** Opening TASK INPUT block **
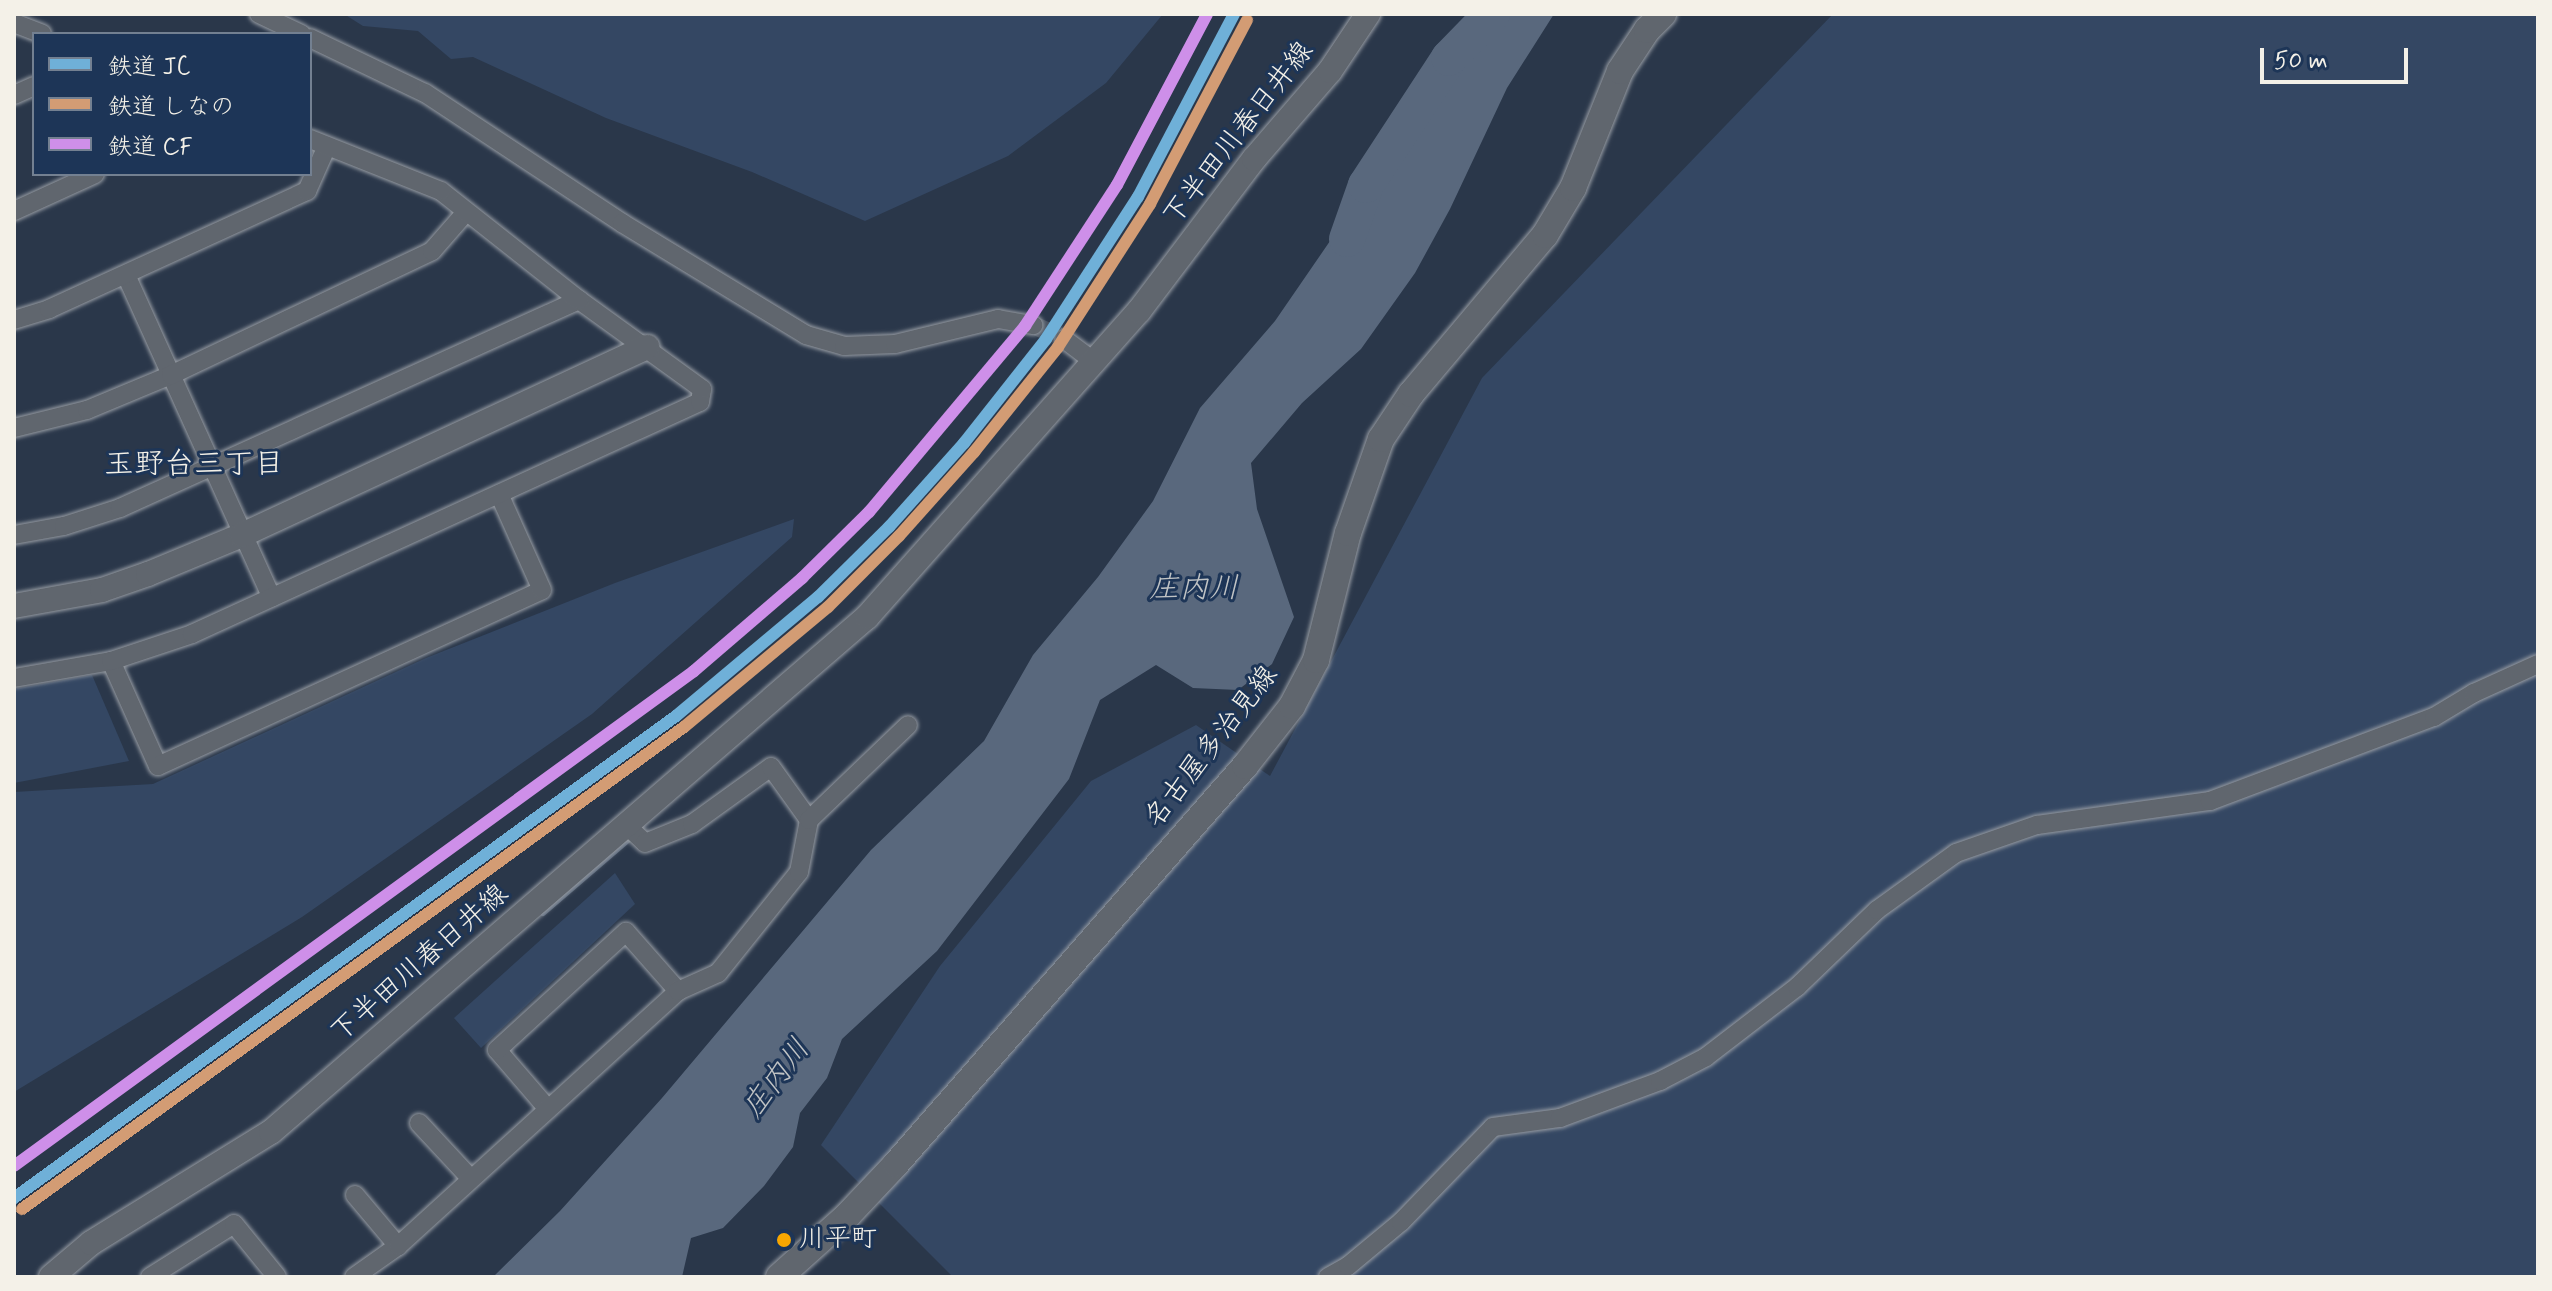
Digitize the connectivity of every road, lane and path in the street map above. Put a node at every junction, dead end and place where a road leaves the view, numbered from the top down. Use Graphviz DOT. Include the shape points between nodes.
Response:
graph roads {
  1 [pos="259,14"];
  2 [pos="1368,14"];
  3 [pos="1663,14"];
  4 [pos="14,23"];
  5 [pos="37,32"];
  6 [pos="297,32"];
  7 [pos="312,39"];
  8 [pos="318,143"];
  9 [pos="312,169"];
  10 [pos="91,176"];
  11 [pos="310,176"];
  12 [pos="14,211"];
  13 [pos="466,212"];
  14 [pos="126,275"];
  15 [pos="579,300"];
  16 [pos="14,320"];
  17 [pos="1033,325"];
  18 [pos="1064,339"];
  19 [pos="647,347"];
  20 [pos="1094,362"];
  21 [pos="171,375"];
  22 [pos="14,428"];
  23 [pos="212,468"];
  24 [pos="499,494"];
  25 [pos="14,535"];
  26 [pos="242,535"];
  27 [pos="272,598"];
  28 [pos="14,606"];
  29 [pos="111,661"];
  30 [pos="2538,664"];
  31 [pos="14,678"];
  32 [pos="908,725"];
  33 [pos="809,820"];
  34 [pos="626,825"];
  35 [pos="678,991"];
  36 [pos="548,1109"];
  37 [pos="419,1123"];
  38 [pos="471,1179"];
  39 [pos="355,1195"];
  40 [pos="398,1246"];
  41 [pos="51,1277"];
  42 [pos="150,1277"];
  43 [pos="277,1277"];
  44 [pos="354,1277"];
  45 [pos="779,1277"];
  46 [pos="1328,1277"];
  1 -- 6 [label="street"];
  2 -- 20 [label="main road, 下半田川春日井線" via="1330,71"];
  3 -- 45 [label="main road, 名古屋多治見線" via="1620,71 1573,188 1545,235 1411,394 1381,439 1348,533 1316,660 1292,706 896,1164"];
  4 -- 5 [label="street"];
  7 -- 17 [label="street" via="425,93 622,223 806,335 844,346 895,344 998,319"];
  8 -- 9 [label="street"];
  8 -- 13 [label="street" via="441,191"];
  10 -- 12 [label="street"];
  11 -- 14 [label="street" via="307,191"];
  13 -- 15 [label="street"];
  13 -- 21 [label="street" via="432,251"];
  14 -- 16 [label="street"];
  14 -- 21 [label="street"];
  15 -- 19 [label="street"];
  15 -- 23 [label="street"];
  18 -- 20 [label="street"];
  19 -- 24 [label="street" via="702,389 700,402"];
  19 -- 26 [label="main road"];
  20 -- 34 [label="main road, 下半田川春日井線" via="867,617"];
  21 -- 22 [label="street" via="87,410"];
  21 -- 23 [label="street"];
  23 -- 25 [label="street" via="120,508"];
  23 -- 26 [label="street"];
  24 -- 27 [label="street"];
  24 -- 29 [label="street" via="542,590 158,766"];
  26 -- 27 [label="street"];
  26 -- 28 [label="main road" via="102,590"];
  27 -- 29 [label="street" via="192,634"];
  29 -- 31 [label="street"];
  30 -- 46 [label="street" via="2434,717 2224,797 2173,809 2037,825 1956,853 1877,910 1797,987 1706,1057 1660,1081 1560,1118 1493,1127 1401,1222"];
  32 -- 33 [label="street"];
  33 -- 34 [label="street" via="771,767 692,824 645,843"];
  33 -- 35 [label="street" via="799,872 718,973"];
  34 -- 41 [label="main road, 下半田川春日井線" via="271,1132 91,1243"];
  35 -- 36 [label="street"];
  35 -- 36 [label="street" via="626,932 497,1050"];
  36 -- 38 [label="street"];
  37 -- 38 [label="street"];
  38 -- 40 [label="street"];
  39 -- 40 [label="street"];
  40 -- 44 [label="street"];
  42 -- 43 [label="street" via="234,1224"];
}
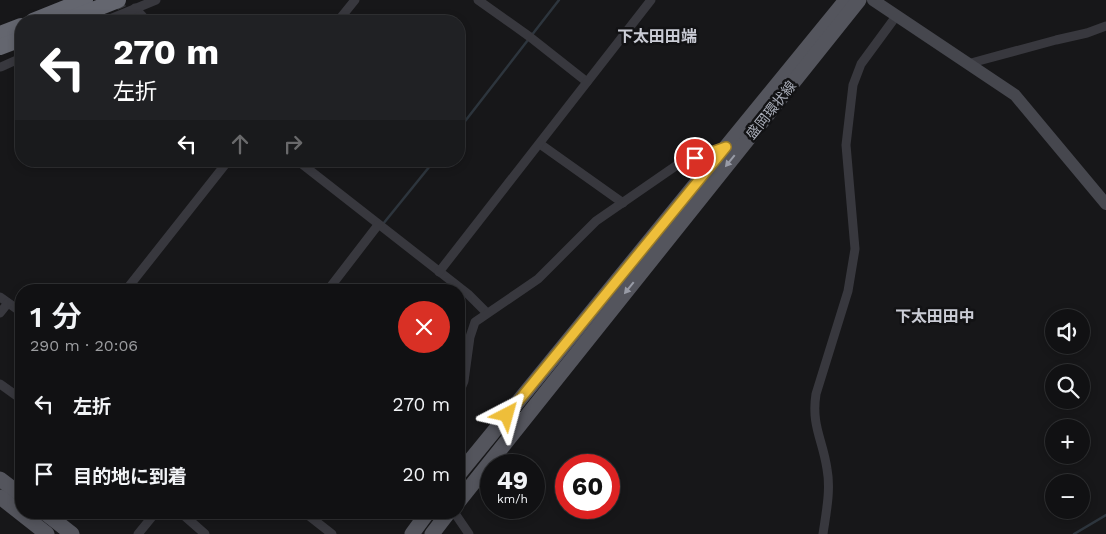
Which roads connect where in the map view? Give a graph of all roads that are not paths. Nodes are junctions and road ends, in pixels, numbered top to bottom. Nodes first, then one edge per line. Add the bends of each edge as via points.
1 (85, 0) edge
2 (118, 0) edge
3 (156, 0) edge
4 (355, 0) edge
5 (478, 0) edge
6 (651, 0) edge
7 (846, 0) edge
8 (859, 0) edge
9 (873, 0) edge
10 (135, 8) junction
11 (47, 15) edge
12 (80, 15) edge
13 (119, 15) edge
14 (142, 15) edge
15 (343, 15) edge
16 (897, 15) junction
17 (1106, 26) edge
18 (15, 28) edge
19 (0, 34) edge
20 (15, 41) edge
21 (0, 47) edge
22 (15, 61) edge
23 (971, 63) junction
24 (1, 67) edge
25 (587, 82) junction
26 (540, 144) junction
27 (726, 147) junction
28 (223, 167) edge
29 (306, 167) edge
30 (623, 202) junction
31 (1106, 204) edge
32 (378, 225) junction
33 (439, 272) junction
34 (131, 284) edge
35 (333, 284) edge
36 (455, 284) edge
37 (465, 292) edge
38 (0, 296) edge
39 (8, 303) junction
40 (15, 308) edge
41 (0, 312) edge
42 (486, 312) junction
43 (465, 374) edge
44 (0, 384) edge
45 (15, 395) edge
46 (465, 467) edge
47 (0, 478) edge
48 (15, 490) edge
49 (465, 493) edge
50 (0, 497) edge
51 (15, 509) edge
52 (28, 519) edge
53 (53, 519) edge
54 (150, 519) edge
55 (188, 519) edge
56 (312, 519) edge
57 (423, 519) edge
58 (444, 519) edge
59 (458, 519) edge
60 (329, 533) edge
61 (47, 534) edge
62 (72, 534) edge
63 (138, 534) edge
64 (205, 534) edge
65 (412, 534) edge
66 (432, 534) edge
67 (468, 534) edge
68 (823, 534) edge

1 - 11 highway
2 - 12 highway
3 - 10 street
4 - 15 street
5 - 25 street
6 - 25 street
7 - 27 main road, 盛岡環状線
8 -> 49 main road, 盛岡環状線
9 - 16 street
10 - 13 street
10 - 14 street
16 - 23 street
16 - 68 street via 860,64 848,118 846,145 855,250 848,291 814,408 829,483
17 - 23 street
18 - 19 highway
20 - 21 highway
22 - 24 street
23 - 31 street via 1015,94
25 - 26 street
26 - 30 street
26 - 33 street
27 - 30 street via 680,163
27 - 46 main road, 盛岡環状線
28 - 34 street
29 - 32 street
30 - 42 street via 596,221 538,278
32 - 33 street
32 - 35 street
33 - 36 street
37 - 42 street
38 - 39 street
39 - 40 street
39 - 41 street
42 - 43 street via 475,322
44 - 45 street
47 - 48 main road
50 - 51 main road
52 - 61 main road
53 - 62 main road
54 - 63 street
55 - 64 street
56 - 60 street
57 - 65 main road
58 - 66 main road
59 - 67 street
** Closing TASK INPUT block **
YOUR OBJECTIVE —
Every line where "points" appears must be returned from the listing above.

TASK RESPONSE —
Digitize the connectivity of every road, lane and path in the street map above. Put a node at every junction, dead end and place where a road leaves the view, numbered from the top down. Use Graphviz DOT. Include the shape points between nodes.
Which roads connect where in the map view? Give a graph of all roads that are not paths. Nodes are junctions and road ends, in pixels, numbered top to bottom. Nodes first, then one edge per line. Add the bends of each edge as via points.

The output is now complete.